Please repeat the records, word for word and without gaps.

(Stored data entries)
____

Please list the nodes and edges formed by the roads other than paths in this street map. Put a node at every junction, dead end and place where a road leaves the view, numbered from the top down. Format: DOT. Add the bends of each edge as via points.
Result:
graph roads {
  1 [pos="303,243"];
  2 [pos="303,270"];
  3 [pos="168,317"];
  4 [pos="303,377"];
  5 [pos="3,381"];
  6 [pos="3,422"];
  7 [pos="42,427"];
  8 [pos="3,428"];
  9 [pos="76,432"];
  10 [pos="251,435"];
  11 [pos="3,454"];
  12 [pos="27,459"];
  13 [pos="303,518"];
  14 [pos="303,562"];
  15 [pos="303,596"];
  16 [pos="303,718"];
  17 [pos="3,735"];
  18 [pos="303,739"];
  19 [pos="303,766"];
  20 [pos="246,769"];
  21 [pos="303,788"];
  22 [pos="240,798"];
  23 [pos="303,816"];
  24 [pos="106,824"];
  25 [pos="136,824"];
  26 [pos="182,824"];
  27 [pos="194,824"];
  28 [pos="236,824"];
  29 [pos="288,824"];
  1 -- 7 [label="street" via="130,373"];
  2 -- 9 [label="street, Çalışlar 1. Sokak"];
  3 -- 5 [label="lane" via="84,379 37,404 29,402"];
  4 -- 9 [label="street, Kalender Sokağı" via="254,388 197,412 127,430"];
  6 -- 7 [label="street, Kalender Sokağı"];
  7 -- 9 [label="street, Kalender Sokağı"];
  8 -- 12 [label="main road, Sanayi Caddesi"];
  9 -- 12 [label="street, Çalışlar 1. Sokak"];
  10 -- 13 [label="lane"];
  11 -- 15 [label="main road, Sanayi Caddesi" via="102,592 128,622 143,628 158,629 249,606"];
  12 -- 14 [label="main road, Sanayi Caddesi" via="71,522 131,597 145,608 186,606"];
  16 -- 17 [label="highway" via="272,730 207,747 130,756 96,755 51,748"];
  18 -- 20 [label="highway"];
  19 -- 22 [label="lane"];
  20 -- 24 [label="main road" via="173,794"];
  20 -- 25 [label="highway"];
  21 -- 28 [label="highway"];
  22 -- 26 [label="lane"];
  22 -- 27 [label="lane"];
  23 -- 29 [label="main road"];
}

____

## RESULT FOR THIS EXERCISE:
Please list the nodes and edges formed by the roads other than paths in this street map. Put a node at every junction, dead end and place where a road leaves the view, numbered from the top down. Format: DOT. Add the bends of each edge as via points.
Result:
graph roads {
  1 [pos="303,243"];
  2 [pos="303,270"];
  3 [pos="168,317"];
  4 [pos="303,377"];
  5 [pos="3,381"];
  6 [pos="3,422"];
  7 [pos="42,427"];
  8 [pos="3,428"];
  9 [pos="76,432"];
  10 [pos="251,435"];
  11 [pos="3,454"];
  12 [pos="27,459"];
  13 [pos="303,518"];
  14 [pos="303,562"];
  15 [pos="303,596"];
  16 [pos="303,718"];
  17 [pos="3,735"];
  18 [pos="303,739"];
  19 [pos="303,766"];
  20 [pos="246,769"];
  21 [pos="303,788"];
  22 [pos="240,798"];
  23 [pos="303,816"];
  24 [pos="106,824"];
  25 [pos="136,824"];
  26 [pos="182,824"];
  27 [pos="194,824"];
  28 [pos="236,824"];
  29 [pos="288,824"];
  1 -- 7 [label="street" via="130,373"];
  2 -- 9 [label="street, Çalışlar 1. Sokak"];
  3 -- 5 [label="lane" via="84,379 37,404 29,402"];
  4 -- 9 [label="street, Kalender Sokağı" via="254,388 197,412 127,430"];
  6 -- 7 [label="street, Kalender Sokağı"];
  7 -- 9 [label="street, Kalender Sokağı"];
  8 -- 12 [label="main road, Sanayi Caddesi"];
  9 -- 12 [label="street, Çalışlar 1. Sokak"];
  10 -- 13 [label="lane"];
  11 -- 15 [label="main road, Sanayi Caddesi" via="102,592 128,622 143,628 158,629 249,606"];
  12 -- 14 [label="main road, Sanayi Caddesi" via="71,522 131,597 145,608 186,606"];
  16 -- 17 [label="highway" via="272,730 207,747 130,756 96,755 51,748"];
  18 -- 20 [label="highway"];
  19 -- 22 [label="lane"];
  20 -- 24 [label="main road" via="173,794"];
  20 -- 25 [label="highway"];
  21 -- 28 [label="highway"];
  22 -- 26 [label="lane"];
  22 -- 27 [label="lane"];
  23 -- 29 [label="main road"];
}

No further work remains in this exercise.